服に付いた『赤』も固まりだした。『赤』が足りない。絵を完成させられない。
「おいで」
ハミルの声に応じた彼の黒猫が足元に寄ってくる。その姿かたちはあの影に似ているような気がして。
「『赤』を捧げろ」
「ニャアァオオアオアォーーーー」
一度に腹を裂かれた猫は最早鳴き声とも分からない叫びをあげて絶えた。その『赤』が、ハミルの絵の糧となる。

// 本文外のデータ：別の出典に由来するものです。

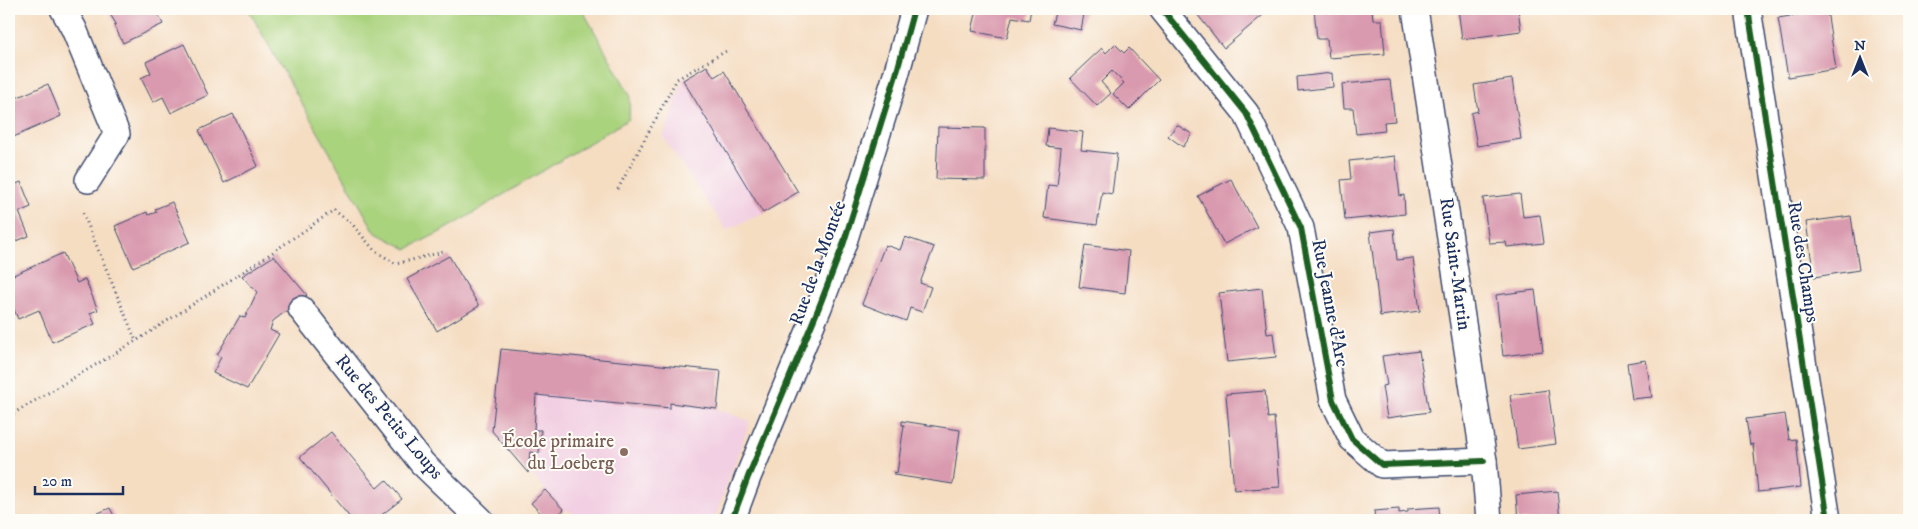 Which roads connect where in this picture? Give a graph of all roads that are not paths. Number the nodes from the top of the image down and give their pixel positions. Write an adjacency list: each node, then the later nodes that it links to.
1 (63, 9): 6 (street)
2 (914, 9): 10 (street, Rue de la Montée)
3 (1162, 9): 8 (street, Rue Jeanne d'Arc)
4 (1415, 9): 8 (street, Rue Saint-Martin)
5 (1748, 9): 12 (street, Rue des Champs)
6 (88, 180)
7 (301, 309): 9 (street, Rue des Petits Loups)
8 (1484, 461): 11 (street, Rue Saint-Martin)
9 (481, 520)
10 (732, 520)
11 (1489, 520)
12 (1828, 520)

「まだ‥‥足りない。『赤』が足りない。もう少しで、この絵が完成するのに」
ハミルが呟くと、長く曇っていた空が割れ、満月の月明かりがアトリエを照らす。
キラリ。その月明かりを反射する鏡。そこに映るのは、
「‥‥ああ、ここにも最高の絵の具があるじゃないか」
口元に浮かぶ笑み。胸元にナイフを垂直に当て、
「赤‥‥最高の『赤』を」
●狂気の現出
「ハミルは、この『恋人の絵』を描いてすぐ自殺したんだよな‥‥そのことについて、俺はこの上ない赤、『血』の探求だと推理するわけだが‥‥」
「も、もう止めませんか? 時間も遅いんですし‥‥」
「そうですね、ハミルの絵には中期以降でなくとも興味深いものはあります。例えば初期の『婦人』などは‥‥」
「ねえ」
キョウコが、ニイコが別の話を始めようとしたその時に。カオリがふと声を上げた。
「絵、描けたよ」
「へえ、何の絵を描いたんだ?」
「あそこにいたお兄ちゃん」
「お兄ちゃん?」
すっ、とカオリがスケッチブックを掲げる。描かれているのは、ジンたち3人。そして、そのスケッチブックの中で3人を見ているのは、
「いやあぁぁぁぁぁ!!」
真っ赤な部屋の、真っ赤な画家。